Selon la préfecture de Gironde, « la situation reste critique malgré une amélioration nocturne. Nous appelons les habitants à la plus grande prudence et à suivre les consignes des autorités. »

L’impact sur la population

Les témoignages recueillis par Le Nouvel Obs montrent l’ampleur du traumatisme. Benjamin, qui a passé plusieurs jours dans un centre d’hébergement d’urgence, raconte : « On ne savait pas si on allait retrouver notre maison. Heureusement, elle est intacte, mais certains de nos voisins ont tout perdu. »

Alizée, la directrice d’hôtel, a rouvert ses portes dès que possible, mais le manque de clients se fait sentir. « La saison estivale est compromise. Beaucoup ont annulé leurs réservations par peur de l’incendie », déplore-t-elle.

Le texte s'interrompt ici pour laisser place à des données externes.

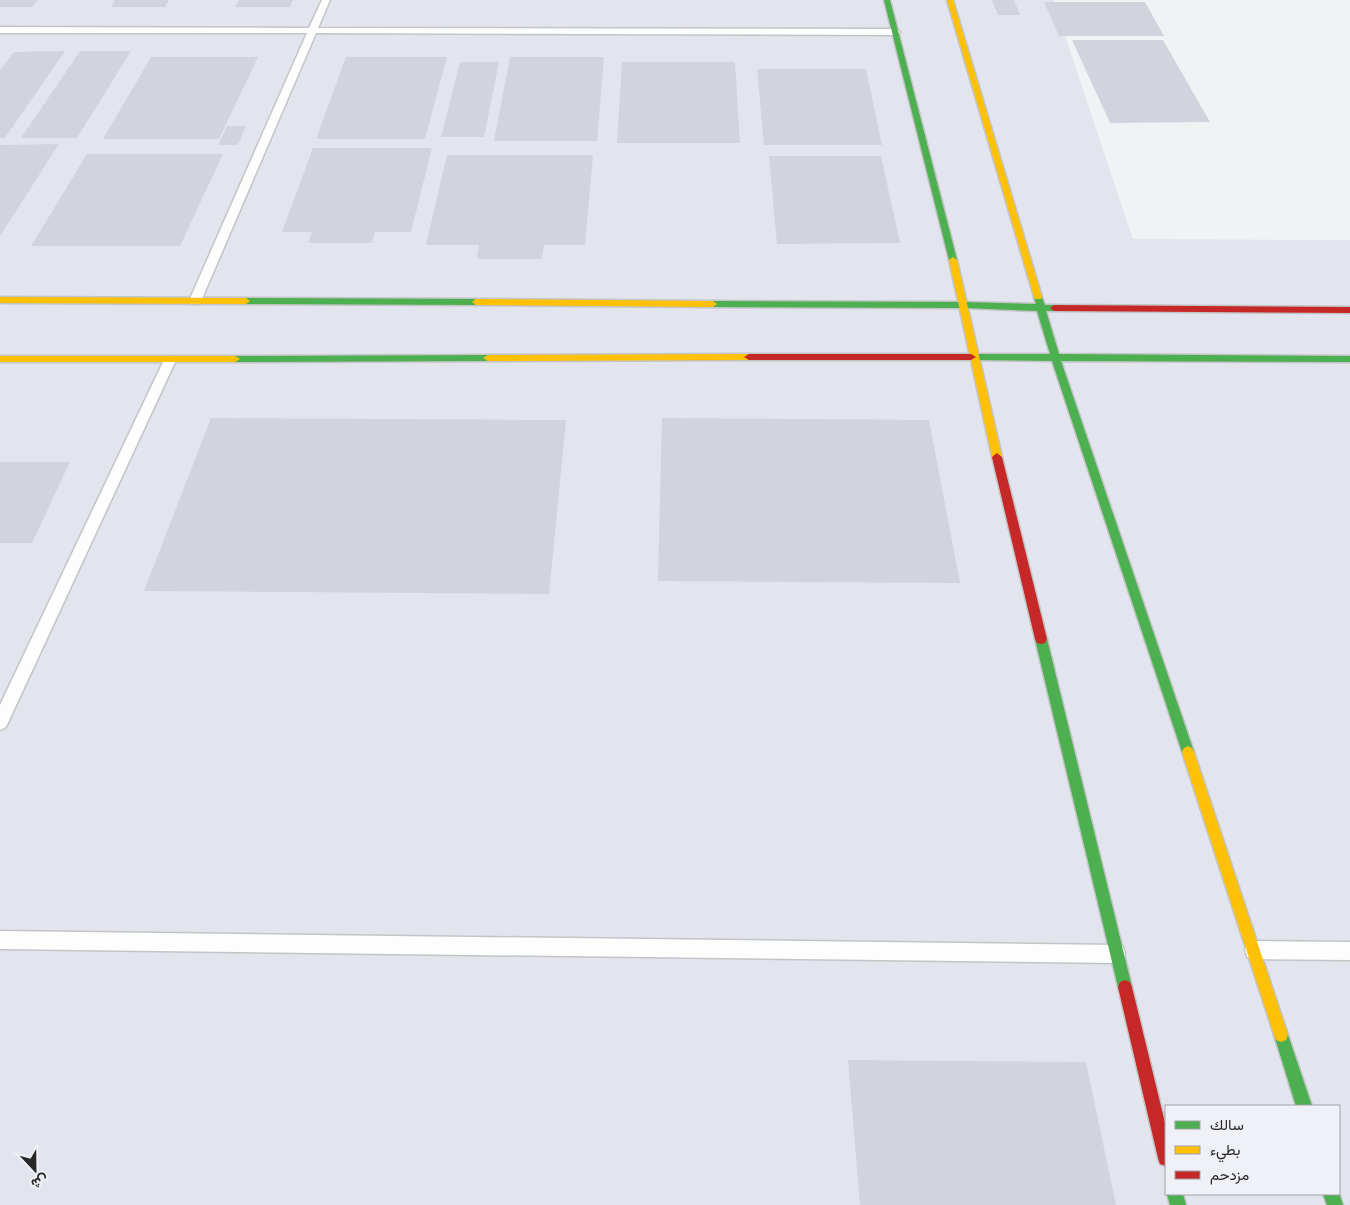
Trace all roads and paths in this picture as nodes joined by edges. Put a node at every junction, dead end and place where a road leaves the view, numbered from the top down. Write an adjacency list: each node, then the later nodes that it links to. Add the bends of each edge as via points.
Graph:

Kevin, l’ambulancier, témoigne de la solidarité qui s’est organisée. « On a reçu des dons de la France entière. C’est réconfortant, mais cela ne remplacera jamais les vies et les biens perdus. »

Un défi climatique

Cet incendie soulève une fois de plus la question du réchauffement climatique et de ses conséquences. Les scientifiques alertent sur l’augmentation de la fréquence et de l’intensité des mégafeux en France. En 2026, la Gironde a connu une sécheresse record, favorisant la propagation des flammes. Les autorités locales appellent à une meilleure prévention et à des investissements dans la lutte contre les incendies.

En attendant, les 220 000 évacués espèrent un retour rapide chez eux. « Nous croisons les doigts pour que la météo nous aide », conclut Benjamin.